(Stored items)
◆ ◆ ◆ ◆ ◆
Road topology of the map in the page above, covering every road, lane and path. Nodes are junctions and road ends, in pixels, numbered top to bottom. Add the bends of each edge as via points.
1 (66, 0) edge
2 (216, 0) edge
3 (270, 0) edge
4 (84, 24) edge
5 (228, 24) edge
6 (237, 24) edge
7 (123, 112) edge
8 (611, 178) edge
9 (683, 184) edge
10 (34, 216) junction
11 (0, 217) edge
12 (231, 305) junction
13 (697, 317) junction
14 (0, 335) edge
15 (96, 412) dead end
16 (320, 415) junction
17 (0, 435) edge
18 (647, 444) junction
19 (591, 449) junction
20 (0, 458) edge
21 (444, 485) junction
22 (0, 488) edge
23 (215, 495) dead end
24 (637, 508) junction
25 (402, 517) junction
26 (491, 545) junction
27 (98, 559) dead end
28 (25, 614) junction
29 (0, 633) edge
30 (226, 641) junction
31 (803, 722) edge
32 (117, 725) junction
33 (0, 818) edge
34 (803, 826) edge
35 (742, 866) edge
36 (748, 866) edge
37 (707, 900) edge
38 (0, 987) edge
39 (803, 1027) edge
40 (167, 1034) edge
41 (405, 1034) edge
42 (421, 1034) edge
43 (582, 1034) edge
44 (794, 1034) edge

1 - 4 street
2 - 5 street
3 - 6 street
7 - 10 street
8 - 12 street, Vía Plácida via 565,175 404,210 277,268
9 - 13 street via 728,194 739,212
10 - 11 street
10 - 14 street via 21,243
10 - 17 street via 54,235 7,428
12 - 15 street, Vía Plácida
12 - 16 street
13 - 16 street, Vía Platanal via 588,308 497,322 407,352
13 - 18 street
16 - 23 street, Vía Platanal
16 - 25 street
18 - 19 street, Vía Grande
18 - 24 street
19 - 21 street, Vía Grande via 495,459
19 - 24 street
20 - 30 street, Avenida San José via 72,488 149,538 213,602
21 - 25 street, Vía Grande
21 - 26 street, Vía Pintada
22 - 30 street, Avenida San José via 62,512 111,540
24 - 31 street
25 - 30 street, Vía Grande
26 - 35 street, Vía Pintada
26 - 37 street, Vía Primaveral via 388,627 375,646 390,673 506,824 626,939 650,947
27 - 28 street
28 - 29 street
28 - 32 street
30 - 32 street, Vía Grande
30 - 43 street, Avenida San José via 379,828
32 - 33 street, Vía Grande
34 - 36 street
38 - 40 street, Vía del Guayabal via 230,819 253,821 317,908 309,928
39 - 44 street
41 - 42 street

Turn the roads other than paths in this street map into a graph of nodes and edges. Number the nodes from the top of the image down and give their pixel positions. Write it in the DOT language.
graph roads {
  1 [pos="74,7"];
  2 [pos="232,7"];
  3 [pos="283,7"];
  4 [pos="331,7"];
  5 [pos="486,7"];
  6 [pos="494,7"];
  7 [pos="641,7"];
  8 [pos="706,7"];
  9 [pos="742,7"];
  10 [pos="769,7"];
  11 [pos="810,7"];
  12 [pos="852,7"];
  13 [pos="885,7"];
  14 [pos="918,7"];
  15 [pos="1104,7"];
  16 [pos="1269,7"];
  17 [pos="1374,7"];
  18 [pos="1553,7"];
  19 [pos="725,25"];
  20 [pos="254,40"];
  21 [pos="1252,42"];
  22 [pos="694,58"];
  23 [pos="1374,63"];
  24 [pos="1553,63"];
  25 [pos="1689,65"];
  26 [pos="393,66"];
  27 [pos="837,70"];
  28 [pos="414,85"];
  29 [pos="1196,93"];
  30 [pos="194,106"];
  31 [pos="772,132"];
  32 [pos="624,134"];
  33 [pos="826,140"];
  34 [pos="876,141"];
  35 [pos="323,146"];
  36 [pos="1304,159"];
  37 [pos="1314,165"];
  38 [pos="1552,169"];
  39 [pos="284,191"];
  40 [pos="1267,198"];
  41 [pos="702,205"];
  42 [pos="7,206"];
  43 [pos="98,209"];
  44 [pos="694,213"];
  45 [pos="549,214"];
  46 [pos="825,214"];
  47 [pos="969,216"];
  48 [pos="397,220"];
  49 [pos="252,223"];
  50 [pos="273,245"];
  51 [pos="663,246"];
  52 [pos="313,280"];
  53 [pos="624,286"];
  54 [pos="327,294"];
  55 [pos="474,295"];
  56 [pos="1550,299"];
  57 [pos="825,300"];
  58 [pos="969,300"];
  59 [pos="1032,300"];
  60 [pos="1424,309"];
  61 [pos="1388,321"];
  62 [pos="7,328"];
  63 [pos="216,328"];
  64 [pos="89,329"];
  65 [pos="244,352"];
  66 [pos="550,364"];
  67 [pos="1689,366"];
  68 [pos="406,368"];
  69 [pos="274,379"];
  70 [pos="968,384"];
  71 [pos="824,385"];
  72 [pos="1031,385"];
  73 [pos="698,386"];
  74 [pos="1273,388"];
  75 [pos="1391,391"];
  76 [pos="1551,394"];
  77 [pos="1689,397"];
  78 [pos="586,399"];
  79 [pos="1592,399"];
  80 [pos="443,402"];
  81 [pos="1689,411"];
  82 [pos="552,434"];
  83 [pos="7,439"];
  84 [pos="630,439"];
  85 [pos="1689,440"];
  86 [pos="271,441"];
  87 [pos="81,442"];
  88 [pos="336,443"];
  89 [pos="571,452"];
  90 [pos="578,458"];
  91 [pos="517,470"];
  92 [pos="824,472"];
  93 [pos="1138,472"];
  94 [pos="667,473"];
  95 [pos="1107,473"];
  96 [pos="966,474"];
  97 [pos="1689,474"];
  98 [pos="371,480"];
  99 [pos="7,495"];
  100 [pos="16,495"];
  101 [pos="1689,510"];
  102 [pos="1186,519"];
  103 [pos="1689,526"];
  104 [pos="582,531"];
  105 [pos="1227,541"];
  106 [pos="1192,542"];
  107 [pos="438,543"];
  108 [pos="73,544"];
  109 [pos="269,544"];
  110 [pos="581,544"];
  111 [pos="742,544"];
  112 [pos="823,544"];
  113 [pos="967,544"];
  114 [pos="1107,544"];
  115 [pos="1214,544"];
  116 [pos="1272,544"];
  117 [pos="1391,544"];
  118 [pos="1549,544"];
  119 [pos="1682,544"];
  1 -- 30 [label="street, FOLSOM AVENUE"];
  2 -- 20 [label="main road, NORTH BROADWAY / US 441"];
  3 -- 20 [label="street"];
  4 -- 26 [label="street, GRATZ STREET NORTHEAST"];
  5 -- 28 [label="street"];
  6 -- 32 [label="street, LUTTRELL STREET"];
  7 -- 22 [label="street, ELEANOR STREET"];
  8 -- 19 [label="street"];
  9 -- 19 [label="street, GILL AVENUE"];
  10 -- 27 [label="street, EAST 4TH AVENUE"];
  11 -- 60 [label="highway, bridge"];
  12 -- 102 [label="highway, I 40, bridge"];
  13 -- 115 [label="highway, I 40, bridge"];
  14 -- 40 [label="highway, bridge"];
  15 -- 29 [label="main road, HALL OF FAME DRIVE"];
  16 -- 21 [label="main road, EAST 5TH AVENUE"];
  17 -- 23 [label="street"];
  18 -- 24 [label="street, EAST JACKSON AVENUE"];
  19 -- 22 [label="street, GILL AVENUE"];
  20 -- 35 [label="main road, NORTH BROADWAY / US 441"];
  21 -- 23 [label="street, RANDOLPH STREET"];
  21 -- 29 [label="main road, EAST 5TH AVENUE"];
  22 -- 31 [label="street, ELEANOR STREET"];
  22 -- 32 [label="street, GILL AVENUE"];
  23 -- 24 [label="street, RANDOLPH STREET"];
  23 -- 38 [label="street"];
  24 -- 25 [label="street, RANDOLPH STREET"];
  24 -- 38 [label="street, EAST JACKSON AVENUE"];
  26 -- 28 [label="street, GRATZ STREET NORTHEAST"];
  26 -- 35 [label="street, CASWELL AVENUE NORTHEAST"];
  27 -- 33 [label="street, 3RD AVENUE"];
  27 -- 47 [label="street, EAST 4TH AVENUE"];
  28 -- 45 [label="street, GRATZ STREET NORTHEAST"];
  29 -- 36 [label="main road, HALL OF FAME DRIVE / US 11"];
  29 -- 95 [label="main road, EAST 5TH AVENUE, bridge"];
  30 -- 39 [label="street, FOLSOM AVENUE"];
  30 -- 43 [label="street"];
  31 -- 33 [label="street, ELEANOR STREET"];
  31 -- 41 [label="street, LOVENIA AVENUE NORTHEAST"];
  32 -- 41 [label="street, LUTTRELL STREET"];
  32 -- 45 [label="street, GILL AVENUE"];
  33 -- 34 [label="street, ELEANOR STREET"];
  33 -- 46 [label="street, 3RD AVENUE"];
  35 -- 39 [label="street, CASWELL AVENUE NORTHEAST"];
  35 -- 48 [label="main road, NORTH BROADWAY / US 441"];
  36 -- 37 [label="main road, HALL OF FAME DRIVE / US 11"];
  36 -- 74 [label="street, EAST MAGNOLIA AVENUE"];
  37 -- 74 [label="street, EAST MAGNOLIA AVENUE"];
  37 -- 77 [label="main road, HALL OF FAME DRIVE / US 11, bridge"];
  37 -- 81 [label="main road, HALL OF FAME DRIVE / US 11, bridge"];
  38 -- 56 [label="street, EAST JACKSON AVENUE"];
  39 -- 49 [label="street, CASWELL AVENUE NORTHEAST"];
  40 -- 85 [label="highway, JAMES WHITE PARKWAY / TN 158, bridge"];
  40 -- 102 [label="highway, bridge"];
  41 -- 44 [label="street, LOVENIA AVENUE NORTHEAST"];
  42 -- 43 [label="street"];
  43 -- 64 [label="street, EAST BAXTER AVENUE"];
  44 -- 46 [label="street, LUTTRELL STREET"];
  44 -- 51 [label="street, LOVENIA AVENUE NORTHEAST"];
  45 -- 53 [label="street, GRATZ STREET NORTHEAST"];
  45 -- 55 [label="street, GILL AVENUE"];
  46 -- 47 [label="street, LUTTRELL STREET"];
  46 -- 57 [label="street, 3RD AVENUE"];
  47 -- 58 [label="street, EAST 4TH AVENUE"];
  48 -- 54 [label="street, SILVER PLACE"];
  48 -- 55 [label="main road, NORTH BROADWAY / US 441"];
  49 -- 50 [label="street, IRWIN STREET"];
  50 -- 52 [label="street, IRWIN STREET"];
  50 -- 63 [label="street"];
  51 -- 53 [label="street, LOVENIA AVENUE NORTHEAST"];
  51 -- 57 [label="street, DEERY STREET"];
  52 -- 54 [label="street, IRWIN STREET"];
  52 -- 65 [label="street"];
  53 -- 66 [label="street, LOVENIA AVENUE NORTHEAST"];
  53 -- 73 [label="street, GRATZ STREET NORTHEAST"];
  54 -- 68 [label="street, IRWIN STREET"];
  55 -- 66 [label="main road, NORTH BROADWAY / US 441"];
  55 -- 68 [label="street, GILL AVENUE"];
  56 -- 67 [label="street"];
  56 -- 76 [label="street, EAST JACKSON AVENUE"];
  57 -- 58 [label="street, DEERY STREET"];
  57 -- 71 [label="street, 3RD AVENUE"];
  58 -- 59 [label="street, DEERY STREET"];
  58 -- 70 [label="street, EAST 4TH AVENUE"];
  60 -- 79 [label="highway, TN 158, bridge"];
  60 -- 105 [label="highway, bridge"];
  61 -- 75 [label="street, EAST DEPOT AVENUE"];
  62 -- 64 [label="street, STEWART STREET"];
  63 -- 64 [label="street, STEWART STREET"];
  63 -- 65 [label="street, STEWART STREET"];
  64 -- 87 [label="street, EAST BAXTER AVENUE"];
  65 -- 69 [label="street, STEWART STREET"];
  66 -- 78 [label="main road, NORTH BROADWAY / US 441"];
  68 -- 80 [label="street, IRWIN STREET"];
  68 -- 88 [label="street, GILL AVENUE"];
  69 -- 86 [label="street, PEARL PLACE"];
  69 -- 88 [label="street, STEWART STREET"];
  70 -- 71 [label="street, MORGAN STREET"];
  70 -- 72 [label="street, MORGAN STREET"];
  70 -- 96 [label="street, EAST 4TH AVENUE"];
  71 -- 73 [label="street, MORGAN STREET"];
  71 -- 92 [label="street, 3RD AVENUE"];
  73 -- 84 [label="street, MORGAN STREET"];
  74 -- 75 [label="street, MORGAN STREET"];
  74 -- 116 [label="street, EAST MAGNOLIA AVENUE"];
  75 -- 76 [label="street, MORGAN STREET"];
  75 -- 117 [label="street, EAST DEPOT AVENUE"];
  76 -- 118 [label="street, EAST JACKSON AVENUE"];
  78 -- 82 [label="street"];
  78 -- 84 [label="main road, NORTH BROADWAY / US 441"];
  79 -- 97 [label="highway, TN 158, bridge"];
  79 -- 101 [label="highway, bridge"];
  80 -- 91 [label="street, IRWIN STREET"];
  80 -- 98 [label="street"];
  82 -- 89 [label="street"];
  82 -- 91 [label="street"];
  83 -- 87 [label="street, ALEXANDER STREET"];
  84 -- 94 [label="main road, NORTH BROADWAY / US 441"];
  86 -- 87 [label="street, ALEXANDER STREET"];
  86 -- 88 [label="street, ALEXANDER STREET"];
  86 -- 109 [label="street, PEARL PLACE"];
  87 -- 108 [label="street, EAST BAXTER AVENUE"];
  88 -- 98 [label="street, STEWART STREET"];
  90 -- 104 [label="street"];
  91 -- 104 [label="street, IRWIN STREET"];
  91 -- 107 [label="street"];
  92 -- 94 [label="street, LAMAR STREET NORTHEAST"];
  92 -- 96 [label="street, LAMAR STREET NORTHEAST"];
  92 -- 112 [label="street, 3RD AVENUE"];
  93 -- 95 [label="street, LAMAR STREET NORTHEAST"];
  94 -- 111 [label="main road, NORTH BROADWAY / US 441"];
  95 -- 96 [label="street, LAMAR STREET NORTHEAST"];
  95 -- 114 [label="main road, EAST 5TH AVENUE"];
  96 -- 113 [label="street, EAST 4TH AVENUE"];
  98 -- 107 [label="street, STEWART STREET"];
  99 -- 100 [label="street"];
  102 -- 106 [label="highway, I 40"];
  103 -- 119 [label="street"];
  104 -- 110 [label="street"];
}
◆ ◆ ◆ ◆ ◆
▶ _What the task asks_:
Go through the records and pull out each line that includes the word "FOLSOM".

▶ _Response box_:
  1 -- 30 [label="street, FOLSOM AVENUE"];
  30 -- 39 [label="street, FOLSOM AVENUE"];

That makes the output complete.